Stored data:

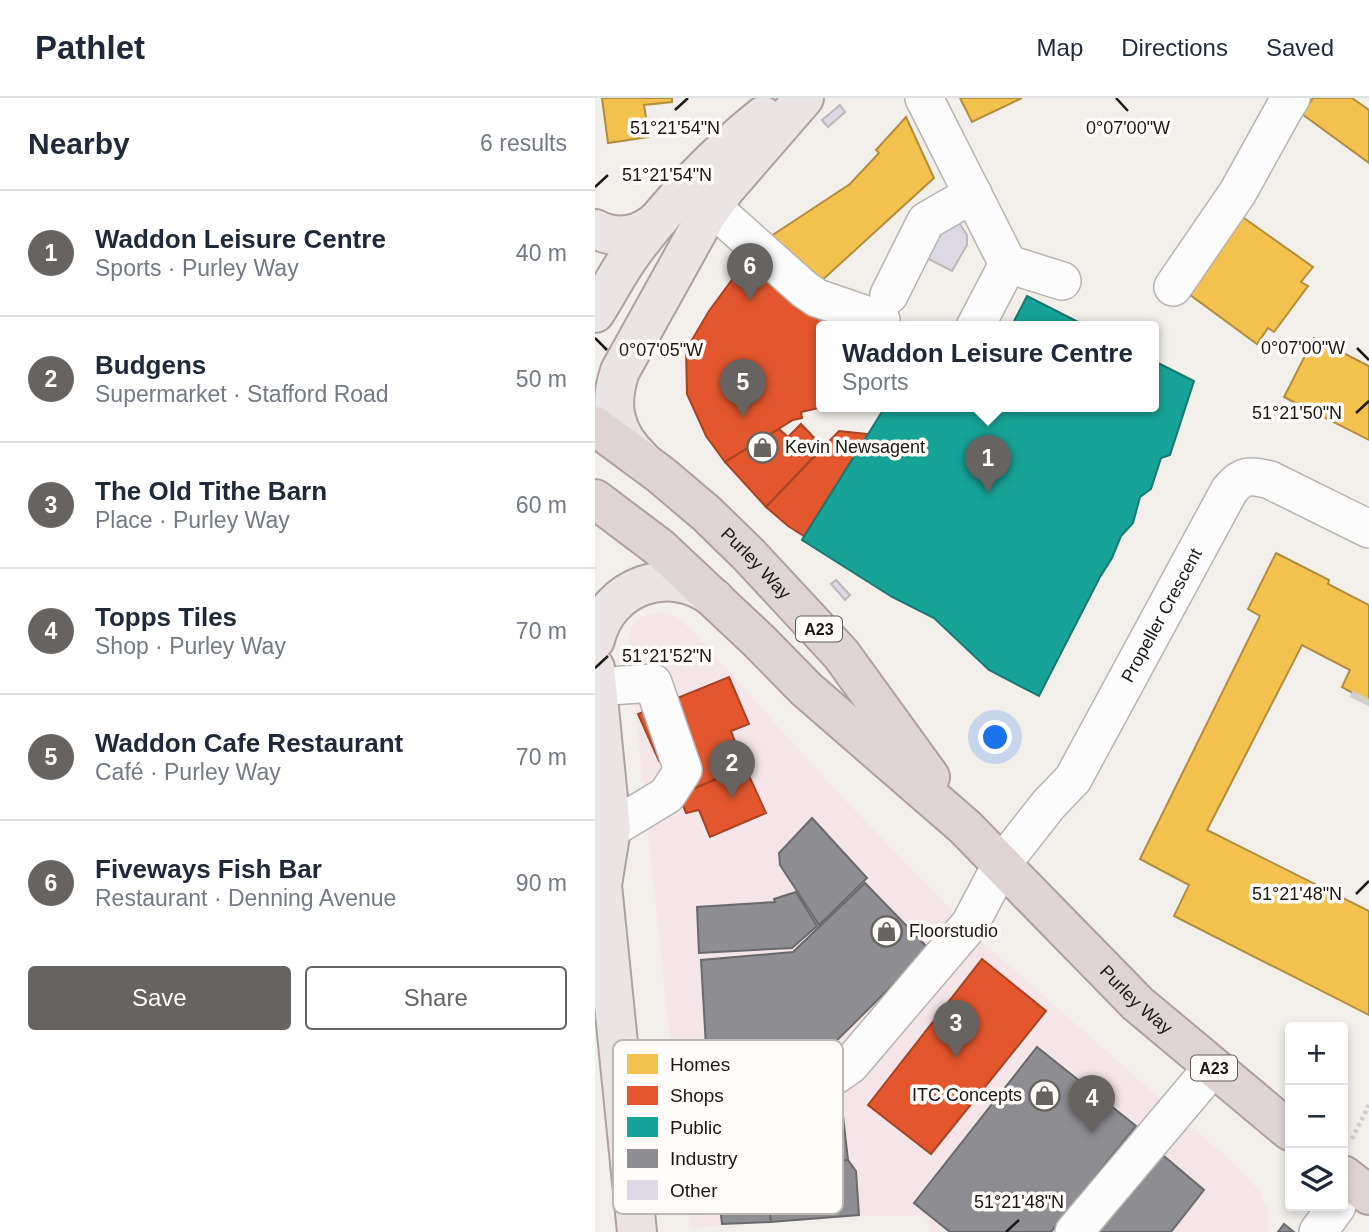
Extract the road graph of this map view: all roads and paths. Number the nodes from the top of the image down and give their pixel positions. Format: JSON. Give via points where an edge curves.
{"nodes":[{"id":1,"x":785,"y":98,"type":"edge"},
{"id":2,"x":804,"y":98,"type":"edge"},
{"id":3,"x":924,"y":98,"type":"edge"},
{"id":4,"x":1291,"y":98,"type":"edge"},
{"id":5,"x":973,"y":194,"type":"junction"},
{"id":6,"x":712,"y":207,"type":"junction"},
{"id":7,"x":664,"y":214,"type":"junction"},
{"id":8,"x":595,"y":229,"type":"edge"},
{"id":9,"x":1002,"y":252,"type":"junction"},
{"id":10,"x":1062,"y":281,"type":"dead end"},
{"id":11,"x":1173,"y":287,"type":"dead end"},
{"id":12,"x":884,"y":311,"type":"edge"},
{"id":13,"x":595,"y":313,"type":"edge"},
{"id":14,"x":977,"y":321,"type":"edge"},
{"id":15,"x":612,"y":368,"type":"edge"},
{"id":16,"x":609,"y":438,"type":"edge"},
{"id":17,"x":595,"y":499,"type":"edge"},
{"id":18,"x":1369,"y":529,"type":"edge"},
{"id":19,"x":718,"y":602,"type":"junction"},
{"id":20,"x":595,"y":640,"type":"edge"},
{"id":21,"x":596,"y":681,"type":"edge"},
{"id":22,"x":965,"y":827,"type":"junction"},
{"id":23,"x":603,"y":830,"type":"edge"},
{"id":24,"x":1001,"y":865,"type":"junction"},
{"id":25,"x":599,"y":877,"type":"edge"},
{"id":26,"x":605,"y":1000,"type":"edge"},
{"id":27,"x":613,"y":1042,"type":"edge"},
{"id":28,"x":1213,"y":1067,"type":"junction"},
{"id":29,"x":843,"y":1070,"type":"edge"},
{"id":30,"x":1369,"y":1105,"type":"edge"},
{"id":31,"x":1285,"y":1127,"type":"edge"},
{"id":32,"x":1349,"y":1184,"type":"edge"},
{"id":33,"x":635,"y":1214,"type":"edge"},
{"id":34,"x":637,"y":1232,"type":"edge"},
{"id":35,"x":1075,"y":1232,"type":"edge"},
{"id":36,"x":1318,"y":1232,"type":"edge"}],
"edges":[{"from":1,"to":7,"type":"main road","via":[[731,143]]},
{"from":2,"to":6,"type":"main road"},
{"from":3,"to":5,"type":"street"},
{"from":4,"to":11,"type":"street","via":[[1238,192]]},
{"from":5,"to":9,"type":"street"},
{"from":5,"to":12,"type":"street","via":[[926,220]]},
{"from":6,"to":12,"type":"street","via":[[817,298],[881,320]]},
{"from":6,"to":15,"type":"main road"},
{"from":7,"to":8,"type":"main road","via":[[646,230],[629,236]]},
{"from":7,"to":13,"type":"main road","via":[[632,253]]},
{"from":9,"to":10,"type":"street"},
{"from":9,"to":14,"type":"street"},
{"from":15,"to":16,"type":"main road","via":[[602,406]]},
{"from":15,"to":16,"type":"main road","via":[[616,419],[625,441]]},
{"from":16,"to":22,"type":"highway","name":"Purley Way","number":"A23","via":[[707,514],[841,654]]},
{"from":17,"to":19,"type":"highway","name":"Purley Way","number":"A23","via":[[660,548]]},
{"from":18,"to":24,"type":"street","name":"Propeller Crescent","via":[[1270,480],[1254,475],[1237,481],[1073,779]]},
{"from":19,"to":20,"type":"main road","via":[[683,583],[644,585],[617,600]]},
{"from":19,"to":22,"type":"highway","name":"Purley Way","number":"A23","via":[[806,689]]},
{"from":21,"to":23,"type":"main road"},
{"from":21,"to":23,"type":"street","via":[[653,683],[683,770],[667,794]]},
{"from":22,"to":24,"type":"highway","name":"Purley Way","number":"A23"},
{"from":23,"to":25,"type":"main road"},
{"from":24,"to":28,"type":"highway","name":"Purley Way","number":"A23","via":[[1137,1004]]},
{"from":24,"to":29,"type":"street","name":"Propeller Crescent","via":[[970,924]]},
{"from":25,"to":26,"type":"main road"},
{"from":26,"to":27,"type":"main road"},
{"from":28,"to":31,"type":"highway","name":"Purley Way","number":"A23"},
{"from":28,"to":35,"type":"street"},
{"from":30,"to":32,"type":"path"},
{"from":32,"to":36,"type":"street"},
{"from":33,"to":34,"type":"main road"}]}
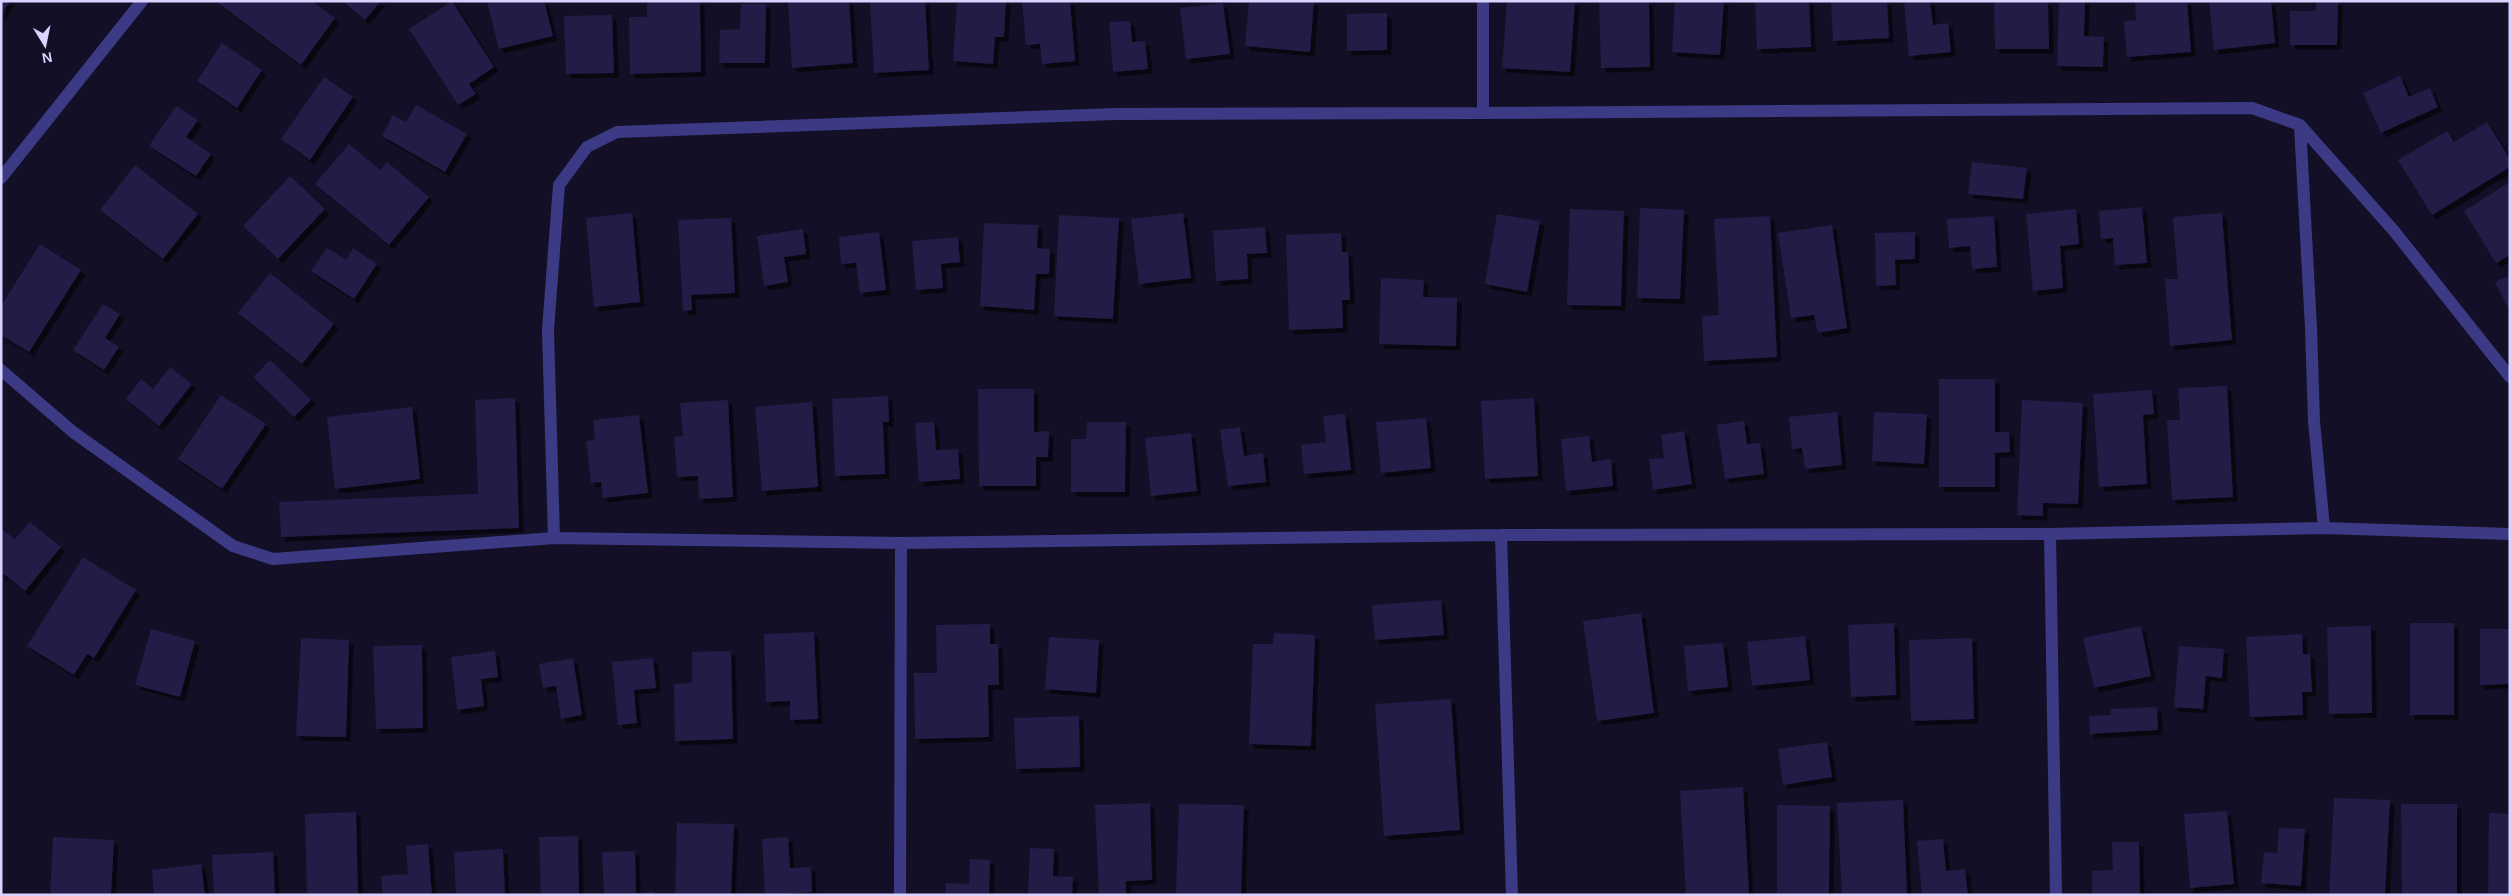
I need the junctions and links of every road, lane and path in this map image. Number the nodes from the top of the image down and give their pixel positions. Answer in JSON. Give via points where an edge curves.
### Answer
{"nodes":[{"id":1,"x":142,"y":1,"type":"edge"},
{"id":2,"x":1482,"y":1,"type":"edge"},
{"id":3,"x":1483,"y":113,"type":"junction"},
{"id":4,"x":2300,"y":125,"type":"junction"},
{"id":5,"x":1,"y":178,"type":"edge"},
{"id":6,"x":1,"y":370,"type":"edge"},
{"id":7,"x":2510,"y":378,"type":"edge"},
{"id":8,"x":2324,"y":528,"type":"junction"},
{"id":9,"x":2050,"y":534,"type":"junction"},
{"id":10,"x":2510,"y":534,"type":"edge"},
{"id":11,"x":1501,"y":535,"type":"junction"},
{"id":12,"x":554,"y":538,"type":"junction"},
{"id":13,"x":901,"y":543,"type":"junction"},
{"id":14,"x":900,"y":895,"type":"edge"},
{"id":15,"x":1512,"y":895,"type":"edge"},
{"id":16,"x":2056,"y":895,"type":"edge"}],
"edges":[{"from":1,"to":5,"type":"street"},
{"from":2,"to":3,"type":"street"},
{"from":3,"to":4,"type":"street","via":[[2252,108]]},
{"from":3,"to":12,"type":"street","via":[[1116,114],[617,132],[587,147],[559,185],[548,330]]},
{"from":4,"to":7,"type":"street","via":[[2394,231]]},
{"from":4,"to":8,"type":"street","via":[[2314,421]]},
{"from":6,"to":12,"type":"street","via":[[73,432],[233,546],[273,560]]},
{"from":8,"to":9,"type":"street"},
{"from":8,"to":10,"type":"street"},
{"from":9,"to":11,"type":"street"},
{"from":9,"to":16,"type":"street"},
{"from":11,"to":13,"type":"street"},
{"from":11,"to":15,"type":"street"},
{"from":12,"to":13,"type":"street"},
{"from":13,"to":14,"type":"street"}]}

## Your instructions
Give the records again exactly as they stand, so that only the pictures are missing.

## Task response
Extract the road graph of this map view: all roads and paths. Number the nodes from the top of the image down and give their pixel positions. Format: JSON. Give via points where an edge curves.
{"nodes":[{"id":1,"x":785,"y":98,"type":"edge"},
{"id":2,"x":804,"y":98,"type":"edge"},
{"id":3,"x":924,"y":98,"type":"edge"},
{"id":4,"x":1291,"y":98,"type":"edge"},
{"id":5,"x":973,"y":194,"type":"junction"},
{"id":6,"x":712,"y":207,"type":"junction"},
{"id":7,"x":664,"y":214,"type":"junction"},
{"id":8,"x":595,"y":229,"type":"edge"},
{"id":9,"x":1002,"y":252,"type":"junction"},
{"id":10,"x":1062,"y":281,"type":"dead end"},
{"id":11,"x":1173,"y":287,"type":"dead end"},
{"id":12,"x":884,"y":311,"type":"edge"},
{"id":13,"x":595,"y":313,"type":"edge"},
{"id":14,"x":977,"y":321,"type":"edge"},
{"id":15,"x":612,"y":368,"type":"edge"},
{"id":16,"x":609,"y":438,"type":"edge"},
{"id":17,"x":595,"y":499,"type":"edge"},
{"id":18,"x":1369,"y":529,"type":"edge"},
{"id":19,"x":718,"y":602,"type":"junction"},
{"id":20,"x":595,"y":640,"type":"edge"},
{"id":21,"x":596,"y":681,"type":"edge"},
{"id":22,"x":965,"y":827,"type":"junction"},
{"id":23,"x":603,"y":830,"type":"edge"},
{"id":24,"x":1001,"y":865,"type":"junction"},
{"id":25,"x":599,"y":877,"type":"edge"},
{"id":26,"x":605,"y":1000,"type":"edge"},
{"id":27,"x":613,"y":1042,"type":"edge"},
{"id":28,"x":1213,"y":1067,"type":"junction"},
{"id":29,"x":843,"y":1070,"type":"edge"},
{"id":30,"x":1369,"y":1105,"type":"edge"},
{"id":31,"x":1285,"y":1127,"type":"edge"},
{"id":32,"x":1349,"y":1184,"type":"edge"},
{"id":33,"x":635,"y":1214,"type":"edge"},
{"id":34,"x":637,"y":1232,"type":"edge"},
{"id":35,"x":1075,"y":1232,"type":"edge"},
{"id":36,"x":1318,"y":1232,"type":"edge"}],
"edges":[{"from":1,"to":7,"type":"main road","via":[[731,143]]},
{"from":2,"to":6,"type":"main road"},
{"from":3,"to":5,"type":"street"},
{"from":4,"to":11,"type":"street","via":[[1238,192]]},
{"from":5,"to":9,"type":"street"},
{"from":5,"to":12,"type":"street","via":[[926,220]]},
{"from":6,"to":12,"type":"street","via":[[817,298],[881,320]]},
{"from":6,"to":15,"type":"main road"},
{"from":7,"to":8,"type":"main road","via":[[646,230],[629,236]]},
{"from":7,"to":13,"type":"main road","via":[[632,253]]},
{"from":9,"to":10,"type":"street"},
{"from":9,"to":14,"type":"street"},
{"from":15,"to":16,"type":"main road","via":[[602,406]]},
{"from":15,"to":16,"type":"main road","via":[[616,419],[625,441]]},
{"from":16,"to":22,"type":"highway","name":"Purley Way","number":"A23","via":[[707,514],[841,654]]},
{"from":17,"to":19,"type":"highway","name":"Purley Way","number":"A23","via":[[660,548]]},
{"from":18,"to":24,"type":"street","name":"Propeller Crescent","via":[[1270,480],[1254,475],[1237,481],[1073,779]]},
{"from":19,"to":20,"type":"main road","via":[[683,583],[644,585],[617,600]]},
{"from":19,"to":22,"type":"highway","name":"Purley Way","number":"A23","via":[[806,689]]},
{"from":21,"to":23,"type":"main road"},
{"from":21,"to":23,"type":"street","via":[[653,683],[683,770],[667,794]]},
{"from":22,"to":24,"type":"highway","name":"Purley Way","number":"A23"},
{"from":23,"to":25,"type":"main road"},
{"from":24,"to":28,"type":"highway","name":"Purley Way","number":"A23","via":[[1137,1004]]},
{"from":24,"to":29,"type":"street","name":"Propeller Crescent","via":[[970,924]]},
{"from":25,"to":26,"type":"main road"},
{"from":26,"to":27,"type":"main road"},
{"from":28,"to":31,"type":"highway","name":"Purley Way","number":"A23"},
{"from":28,"to":35,"type":"street"},
{"from":30,"to":32,"type":"path"},
{"from":32,"to":36,"type":"street"},
{"from":33,"to":34,"type":"main road"}]}
I need the junctions and links of every road, lane and path in this map image. Number the nodes from the top of the image down and give their pixel positions. Answer in JSON. Give via points where an edge curves.
### Answer
{"nodes":[{"id":1,"x":142,"y":1,"type":"edge"},
{"id":2,"x":1482,"y":1,"type":"edge"},
{"id":3,"x":1483,"y":113,"type":"junction"},
{"id":4,"x":2300,"y":125,"type":"junction"},
{"id":5,"x":1,"y":178,"type":"edge"},
{"id":6,"x":1,"y":370,"type":"edge"},
{"id":7,"x":2510,"y":378,"type":"edge"},
{"id":8,"x":2324,"y":528,"type":"junction"},
{"id":9,"x":2050,"y":534,"type":"junction"},
{"id":10,"x":2510,"y":534,"type":"edge"},
{"id":11,"x":1501,"y":535,"type":"junction"},
{"id":12,"x":554,"y":538,"type":"junction"},
{"id":13,"x":901,"y":543,"type":"junction"},
{"id":14,"x":900,"y":895,"type":"edge"},
{"id":15,"x":1512,"y":895,"type":"edge"},
{"id":16,"x":2056,"y":895,"type":"edge"}],
"edges":[{"from":1,"to":5,"type":"street"},
{"from":2,"to":3,"type":"street"},
{"from":3,"to":4,"type":"street","via":[[2252,108]]},
{"from":3,"to":12,"type":"street","via":[[1116,114],[617,132],[587,147],[559,185],[548,330]]},
{"from":4,"to":7,"type":"street","via":[[2394,231]]},
{"from":4,"to":8,"type":"street","via":[[2314,421]]},
{"from":6,"to":12,"type":"street","via":[[73,432],[233,546],[273,560]]},
{"from":8,"to":9,"type":"street"},
{"from":8,"to":10,"type":"street"},
{"from":9,"to":11,"type":"street"},
{"from":9,"to":16,"type":"street"},
{"from":11,"to":13,"type":"street"},
{"from":11,"to":15,"type":"street"},
{"from":12,"to":13,"type":"street"},
{"from":13,"to":14,"type":"street"}]}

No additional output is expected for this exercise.